Exercise objective: All of these records need to be duplicated exactly.

Data listing:

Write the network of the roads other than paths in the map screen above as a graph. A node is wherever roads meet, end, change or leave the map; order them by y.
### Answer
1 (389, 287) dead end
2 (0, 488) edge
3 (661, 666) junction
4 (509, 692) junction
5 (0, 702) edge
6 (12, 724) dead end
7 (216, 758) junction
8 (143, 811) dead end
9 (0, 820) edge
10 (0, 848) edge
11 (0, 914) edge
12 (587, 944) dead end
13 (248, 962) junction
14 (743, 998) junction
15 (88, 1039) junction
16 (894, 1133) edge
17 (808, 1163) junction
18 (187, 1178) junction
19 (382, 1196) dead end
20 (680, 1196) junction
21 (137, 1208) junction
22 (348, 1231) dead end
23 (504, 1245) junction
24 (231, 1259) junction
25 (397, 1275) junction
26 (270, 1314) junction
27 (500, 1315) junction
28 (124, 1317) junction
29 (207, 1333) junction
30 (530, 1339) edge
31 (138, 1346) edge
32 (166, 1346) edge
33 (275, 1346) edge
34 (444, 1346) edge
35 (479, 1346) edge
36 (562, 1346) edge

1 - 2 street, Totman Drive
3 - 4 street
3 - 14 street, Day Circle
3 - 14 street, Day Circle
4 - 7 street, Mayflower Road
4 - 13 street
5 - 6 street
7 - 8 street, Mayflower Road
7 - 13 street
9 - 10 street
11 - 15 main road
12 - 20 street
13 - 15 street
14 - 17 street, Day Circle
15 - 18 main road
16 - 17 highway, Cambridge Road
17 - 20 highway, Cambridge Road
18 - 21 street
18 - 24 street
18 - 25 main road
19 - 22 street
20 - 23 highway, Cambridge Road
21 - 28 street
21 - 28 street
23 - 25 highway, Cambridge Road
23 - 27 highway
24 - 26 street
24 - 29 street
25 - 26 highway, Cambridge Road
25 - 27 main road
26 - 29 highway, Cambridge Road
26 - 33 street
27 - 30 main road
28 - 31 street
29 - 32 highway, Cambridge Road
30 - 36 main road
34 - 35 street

Task answer:
Write the network of the roads other than paths in the map screen above as a graph. A node is wherever roads meet, end, change or leave the map; order them by y.
### Answer
1 (389, 287) dead end
2 (0, 488) edge
3 (661, 666) junction
4 (509, 692) junction
5 (0, 702) edge
6 (12, 724) dead end
7 (216, 758) junction
8 (143, 811) dead end
9 (0, 820) edge
10 (0, 848) edge
11 (0, 914) edge
12 (587, 944) dead end
13 (248, 962) junction
14 (743, 998) junction
15 (88, 1039) junction
16 (894, 1133) edge
17 (808, 1163) junction
18 (187, 1178) junction
19 (382, 1196) dead end
20 (680, 1196) junction
21 (137, 1208) junction
22 (348, 1231) dead end
23 (504, 1245) junction
24 (231, 1259) junction
25 (397, 1275) junction
26 (270, 1314) junction
27 (500, 1315) junction
28 (124, 1317) junction
29 (207, 1333) junction
30 (530, 1339) edge
31 (138, 1346) edge
32 (166, 1346) edge
33 (275, 1346) edge
34 (444, 1346) edge
35 (479, 1346) edge
36 (562, 1346) edge

1 - 2 street, Totman Drive
3 - 4 street
3 - 14 street, Day Circle
3 - 14 street, Day Circle
4 - 7 street, Mayflower Road
4 - 13 street
5 - 6 street
7 - 8 street, Mayflower Road
7 - 13 street
9 - 10 street
11 - 15 main road
12 - 20 street
13 - 15 street
14 - 17 street, Day Circle
15 - 18 main road
16 - 17 highway, Cambridge Road
17 - 20 highway, Cambridge Road
18 - 21 street
18 - 24 street
18 - 25 main road
19 - 22 street
20 - 23 highway, Cambridge Road
21 - 28 street
21 - 28 street
23 - 25 highway, Cambridge Road
23 - 27 highway
24 - 26 street
24 - 29 street
25 - 26 highway, Cambridge Road
25 - 27 main road
26 - 29 highway, Cambridge Road
26 - 33 street
27 - 30 main road
28 - 31 street
29 - 32 highway, Cambridge Road
30 - 36 main road
34 - 35 street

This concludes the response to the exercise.